Saudi Arabia typically consumes about 2 million barrels per day domestically, with the remaining roughly 5 million barrels per day used for exports. Shipping data shows that although the Yanbu port hub was attacked on March 19, the volume of tankers loaded at Yanbu during the week of March 23 still reached nearly full capacity—about 4.6 million barrels per day.

According to Kpler and JODI data, in March the total Saudi crude oil export volume fell 26% year over year to 4.39 million barrels per day. Even so, the rise in oil prices still made the value of these exports about $558 million higher than a year earlier.

It is worth noting that the Saudi government had foreseen this and boosted exports in February to the highest level since April 2023, to guard against a U.S. strike on Iran.

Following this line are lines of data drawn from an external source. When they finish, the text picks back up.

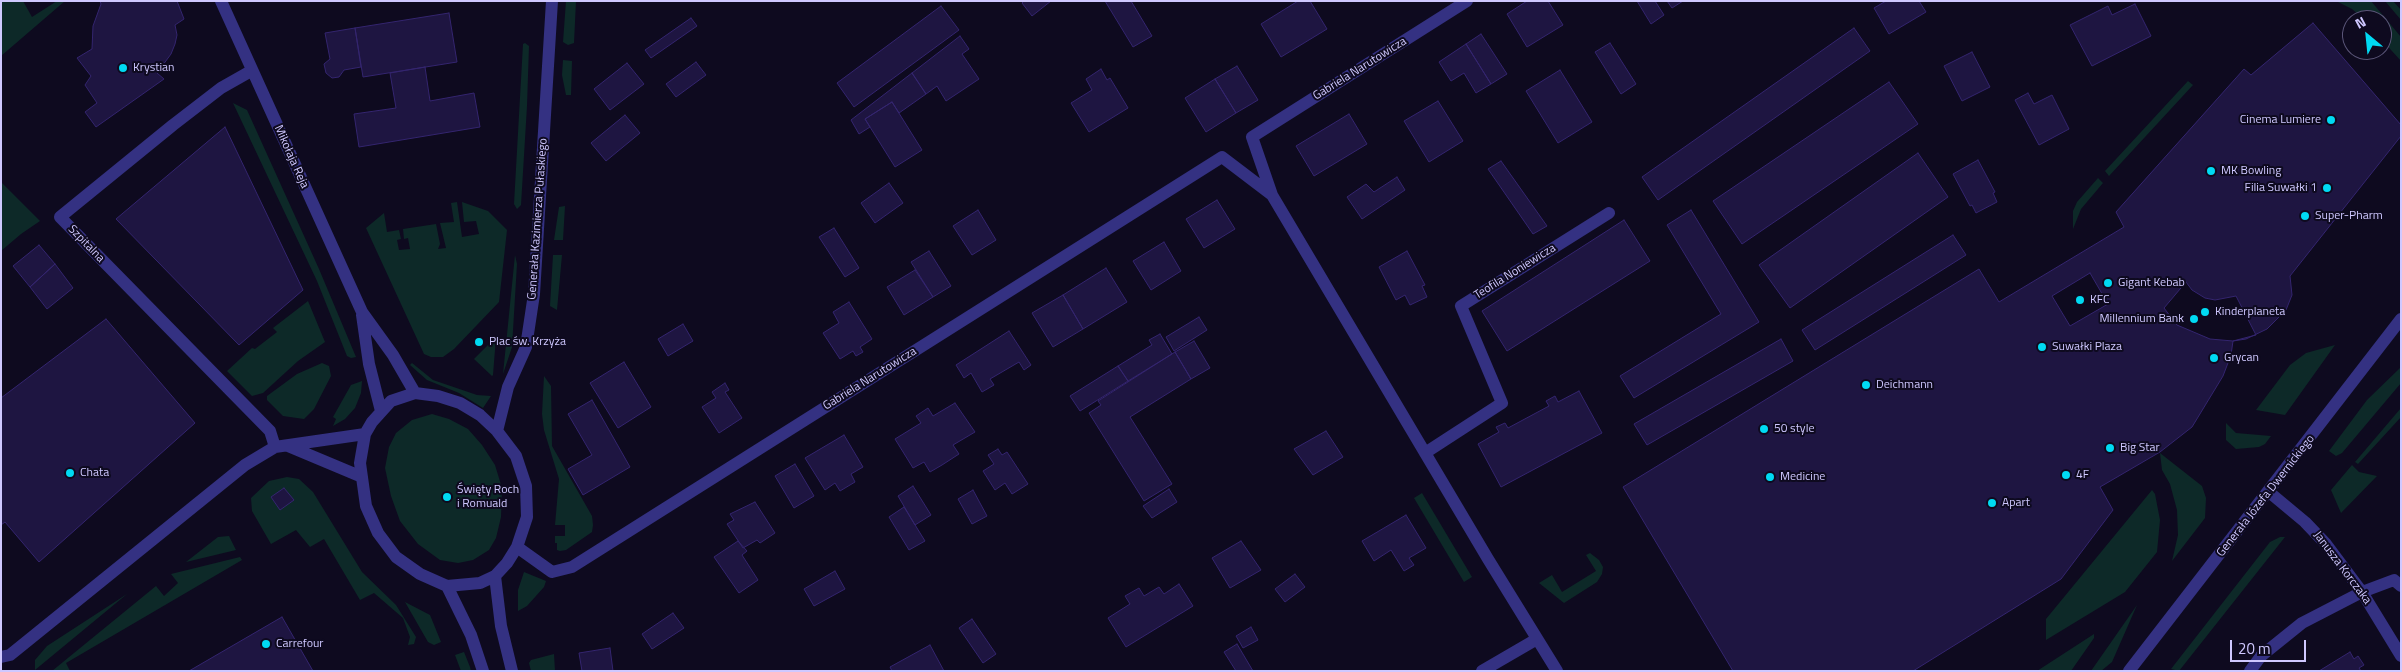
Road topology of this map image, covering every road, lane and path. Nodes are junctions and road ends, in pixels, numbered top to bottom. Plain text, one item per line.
1 (220, 1) edge
2 (552, 1) edge
3 (1467, 1) edge
4 (252, 71) junction
5 (1272, 195) junction
6 (1609, 212) dead end
7 (362, 312) junction
8 (2401, 319) edge
9 (415, 393) junction
10 (381, 411) junction
11 (497, 431) junction
12 (365, 434) junction
13 (282, 447) junction
14 (1425, 453) junction
15 (362, 477) junction
16 (2269, 492) junction
17 (517, 547) junction
18 (495, 576) junction
19 (447, 586) junction
20 (2401, 586) edge
21 (2362, 592) junction
22 (1536, 639) junction
23 (2401, 656) edge
24 (1, 657) edge
25 (483, 671) edge
26 (512, 671) edge
27 (1482, 671) edge
28 (1557, 671) edge
29 (2129, 671) edge
30 (2250, 671) edge

1 - 4 street, Mikołaja Reja
2 - 11 street, Generała Kazimierza Pułaskiego
3 - 5 street, Gabriela Narutowicza
4 - 7 street, Mikołaja Reja
4 - 13 street, Szpitalna
5 - 14 street
5 - 17 street, Gabriela Narutowicza
6 - 14 street, Teofila Noniewicza
7 - 9 street
7 - 10 street
8 - 16 street, Generała Józefa Dwernickiego
9 - 10 street
9 - 11 street
10 - 12 street
11 - 17 street
12 - 13 street
12 - 15 street
13 - 15 street
13 - 24 street
14 - 22 street
15 - 19 street
16 - 21 street, Janusza Korczaka
16 - 29 street, Generała Józefa Dwernickiego
17 - 18 street
18 - 19 street
18 - 26 street
19 - 25 street
20 - 21 street
21 - 23 street, Janusza Korczaka
21 - 30 street
22 - 27 street
22 - 28 street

A look at other Middle East oil producers: Is Iraq the worst off?

Among other Middle East oil producers, the UAE, helped in part by its Habshan-Fujairah pipeline that runs 1.5 million to 1.8 million barrels per day and bypasses the Strait of Hormuz, has somewhat mitigated the impact of the blockade. But estimates indicate that the country’s oil export value in March still fell by $174 million year over year. Previously, the port of Fujairah was hit by a series of attacks, leading to a suspension of loading operations.

Among the Gulf oil-producing countries, Iraq saw the largest decline in oil revenues in March—down 76% year over year to $1.73 billion. Kuwait followed closely, down 73% to $864 million.

On April 2, Iraq’s State Oil Marketing Organization (SOMO) said that March oil revenues were about $2 billion, close to the above estimates by industry insiders.

But one piece of good news is that, the Iranian military spokesman said over the weekend, “brother nation Iraq” is free from any restrictions imposed by Iran on the Strait of Hormuz, and those restrictions are only for “hostile states.” If the exemption is implemented, in theory it could free up as much as 3 million barrels per day of Iraq’s oil cargo volume.

Adriana Alvarado, vice president of sovereign ratings at Morningstar DBRS, said Gulf governments have multiple ways to shore up their finances: they can tap fiscal reserves and also enter financial markets to issue bonds. She added, “With the exception of Bahrain, the Gulf states have enough fiscal space to cushion shocks—government debt is moderate, below 45% of GDP.”

However, in the long run, the impact is still unclear. Some Western oil companies and politicians previously lobbied for increased investment in fossil fuels in an attempt to mitigate supply shocks, but some analysts believe renewable energy is the best safeguard.